How to change CLang struct alignment behaviour?

My target implementation has 2 byte (16 bit ints)
For my target implementation I would want that Clang would always use 2 byte aligned padding for Structs, which would match the size of an int.

The current situation is that for this struct:

struct AA
{
char n;
char m;
char j;
};

I get it aligned by 1:

%a = alloca %struct.AA, align 1

I would want it to implicitly use 4 bytes instead of 3, (or it be aligned by 2 bytes instead of 1).

If I replace the above struct by this

struct AA
{
int n;
char m;
};

I correctly get it aligned by 2:

%a = alloca %struct.AA, align 2

(note that my architecture is 16 bit, so ints are 16 bits)

In summary, I noticed that Clang will compute struct alignments as the max of the alignment of the individual members.

How do I change that behaviour to get structs always (at least) 2 byte aligned ?

John Lluch

Hi Joan,

How do I change that behaviour to get structs always (at least) 2 byte aligned ?

I don't think there's a feature you can toggle for this (except,
maybe, making the alignment of every basic type 2 bytes; but that
would obviously affect arrays and even normal variables too). So you
probably have to modify lib/AST/RecordLayoutBuilder.cpp directly.

Might be worth asking this on the cfe-dev mailing list though. That's
where most of the Clang experts live.

Cheers.

Tim.

Hi Tim,

Thanks for your reply. That’s what I was afraid of. I will try on the cfe-list as you suggest though.

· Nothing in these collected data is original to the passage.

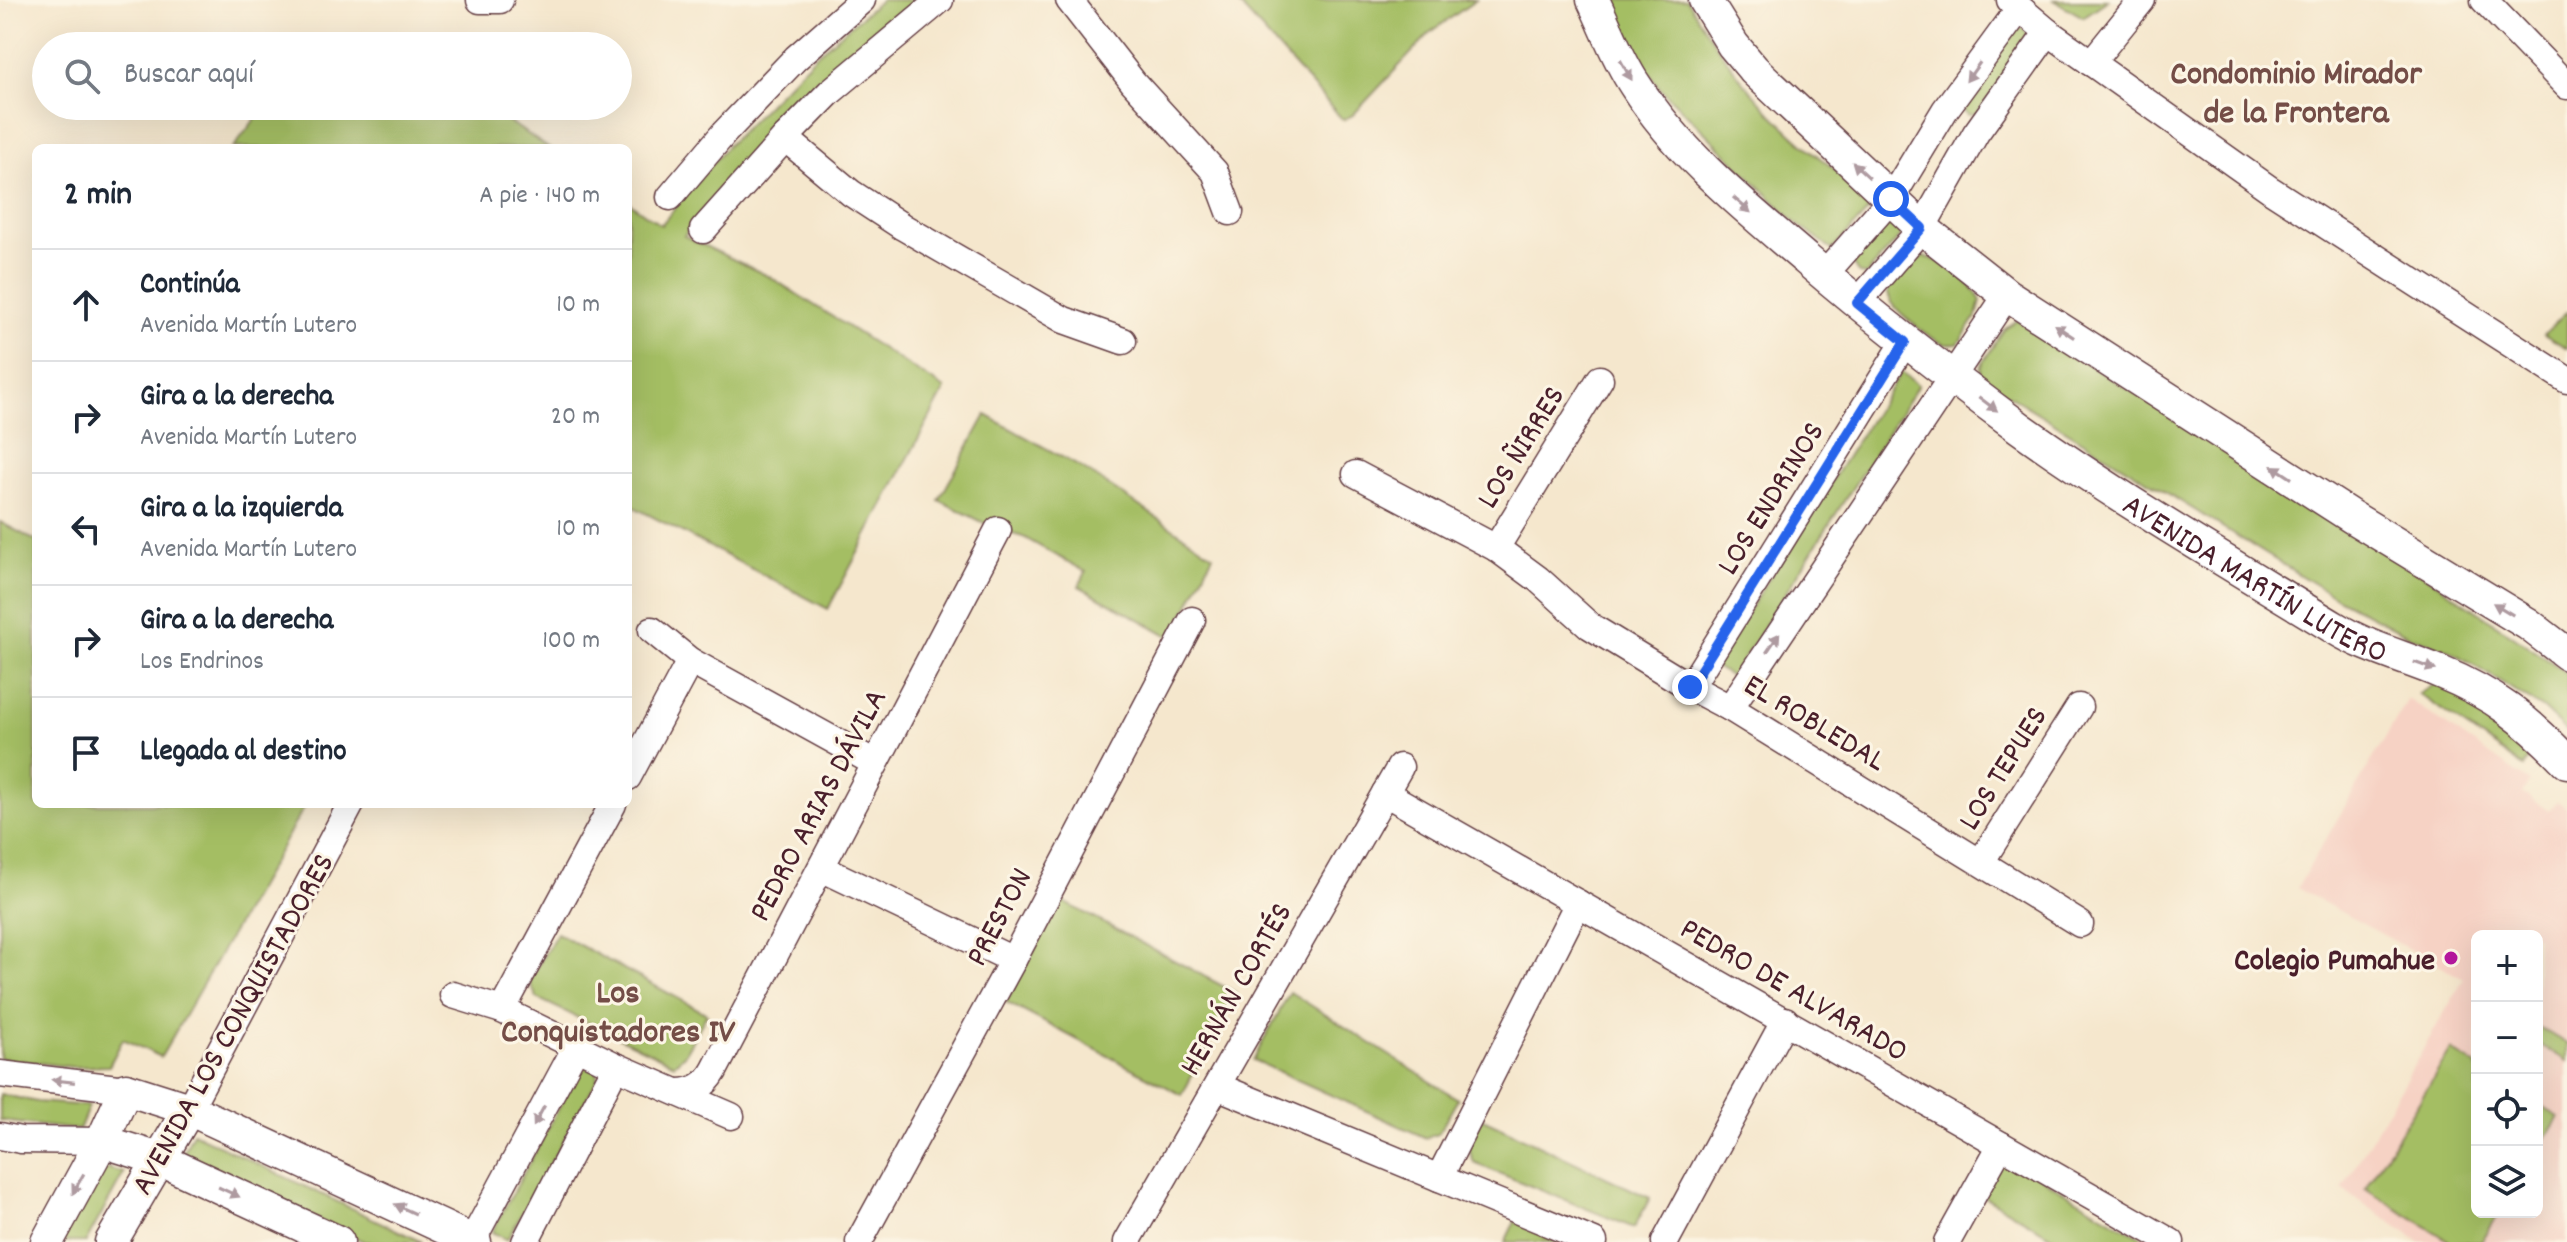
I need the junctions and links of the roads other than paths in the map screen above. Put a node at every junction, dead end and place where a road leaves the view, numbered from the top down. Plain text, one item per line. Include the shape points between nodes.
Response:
1 (480, 0) edge
2 (500, 0) edge
3 (862, 0) edge
4 (940, 0) edge
5 (1069, 0) edge
6 (1593, 0) edge
7 (1705, 0) edge
8 (2142, 0) edge
9 (2484, 0) edge
10 (2015, 4) edge
11 (2048, 32) junction
12 (2091, 63) junction
13 (2567, 86) edge
14 (1945, 110) junction
15 (1976, 133) junction
16 (785, 138) junction
17 (670, 197) dead end
18 (1891, 199) junction
19 (1230, 212) dead end
20 (1922, 228) junction
21 (703, 230) dead end
22 (1824, 275) junction
23 (2007, 295) junction
24 (1857, 303) junction
25 (1123, 341) dead end
26 (1905, 342) junction
27 (1952, 376) junction
28 (1600, 379) dead end
29 (2567, 380) edge
30 (1356, 474) dead end
31 (998, 530) dead end
32 (1496, 548) junction
33 (1192, 620) dead end
34 (652, 630) dead end
35 (2567, 654) edge
36 (690, 661) junction
37 (1690, 687) junction
38 (2079, 707) dead end
39 (1730, 708) junction
40 (2567, 762) edge
41 (875, 763) junction
42 (1400, 767) dead end
43 (632, 770) edge
44 (1385, 793) junction
45 (349, 808) edge
46 (611, 808) edge
47 (1981, 862) junction
48 (821, 868) junction
49 (1578, 903) junction
50 (2080, 924) dead end
51 (1013, 960) junction
52 (453, 995) dead end
53 (502, 1010) junction
54 (1785, 1020) junction
55 (576, 1047) junction
56 (616, 1066) junction
57 (0, 1074) edge
58 (1217, 1086) junction
59 (126, 1089) junction
60 (678, 1092) junction
61 (189, 1109) junction
62 (731, 1116) dead end
63 (0, 1136) edge
64 (102, 1141) junction
65 (2001, 1145) junction
66 (159, 1159) junction
67 (1439, 1178) junction
68 (2165, 1240) edge
69 (474, 1241) edge
70 (47, 1242) edge
71 (111, 1242) edge
72 (338, 1242) edge
73 (525, 1242) edge
74 (859, 1242) edge
75 (1127, 1242) edge
76 (1594, 1242) edge
77 (1665, 1242) edge
78 (1947, 1242) edge

1 - 2 street
3 - 17 street via 796,58
4 - 16 street via 830,92
5 - 19 street via 1133,82 1215,172
6 -> 22 street, AVENIDA MARTÍN LUTERO via 1636,87 1686,152
18 -> 7 street via 1754,70
8 - 12 street
9 - 13 street
10 - 11 street
10 -> 14 street
11 - 12 street
11 - 15 street
12 - 29 street via 2271,190
14 - 15 street
14 - 18 street
15 - 20 street
16 - 21 street
16 - 25 street via 851,193 903,227 1064,320
18 - 20 street
18 - 22 street
20 - 23 street
20 - 24 street
22 - 24 street, AVENIDA MARTÍN LUTERO
23 - 27 street
35 -> 23 street via 2528,624
24 - 26 street, AVENIDA MARTÍN LUTERO
26 - 27 street, AVENIDA MARTÍN LUTERO
26 - 37 street, LOS ENDRINOS
39 -> 27 street
27 -> 40 street, AVENIDA MARTÍN LUTERO via 2150,514 2335,628 2507,706
28 - 32 street, LOS ÑIRRES
30 - 32 street, EL ROBLEDAL
31 - 41 street, PEDRO ARIAS DÁVILA
32 - 37 street, EL ROBLEDAL via 1590,626
33 - 51 street, PRESTON
34 - 36 street
36 - 41 street
36 - 43 street
37 - 39 street, EL ROBLEDAL
38 - 47 street, LOS TEPUES
39 - 47 street, EL ROBLEDAL
41 - 48 street, PEDRO ARIAS DÁVILA
42 - 44 street, HERNÁN CORTÉS
44 - 49 street, PEDRO DE ALVARADO
44 - 58 street, HERNÁN CORTÉS
45 - 61 street, AVENIDA LOS CONQUISTADORES
46 - 53 street
47 - 50 street, EL ROBLEDAL
48 - 51 street
48 - 60 street, PEDRO ARIAS DÁVILA via 710,1078 695,1089
49 - 54 street, PEDRO DE ALVARADO
49 - 67 street
51 - 74 street, PRESTON
52 - 53 street
53 - 55 street
54 - 65 street, PEDRO DE ALVARADO
54 - 77 street
55 - 56 street
55 -> 69 street
56 - 60 street
56 - 73 street
59 -> 57 street
58 - 67 street
58 - 75 street, HERNÁN CORTÉS
59 - 61 street
59 - 64 street, AVENIDA LOS CONQUISTADORES
60 - 62 street
61 - 66 street, AVENIDA LOS CONQUISTADORES
69 -> 61 street
63 - 64 street
64 - 66 street
64 -> 70 street, AVENIDA LOS CONQUISTADORES
65 - 68 street, PEDRO DE ALVARADO
65 - 78 street
66 - 71 street, AVENIDA LOS CONQUISTADORES
66 -> 72 street
67 - 76 street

The reason I want structs to be aligned/padded to 2 bytes is because my architecture only has 16 bit operations. I can read (sign and zero extended) and write (truncated) 8 bit data from/to memory, but all intermediate operations in registers are performed in 16 bit registers. This causes LLVM to generate odd tricks such as shifts and byte-swaps, when trying to replace struct ‘memcpy’s by word sized load/store instructions. For 16 bit aligned structs the ‘memcpy’ replacement code is much cleaner. That’s the reason I would want structs to be always 16 bit aligned/padded.

Joan Lluch
Puigsacalm, 7
17458 - Fornells de la Selva
Girona

Tel: 620 28 45 13

Hi Joan,

The reason I want structs to be aligned/padded to 2 bytes is because my architecture only has 16 bit operations. I can read (sign and zero extended) and write (truncated) 8 bit data from/to memory, but all intermediate operations in registers are performed in 16 bit registers.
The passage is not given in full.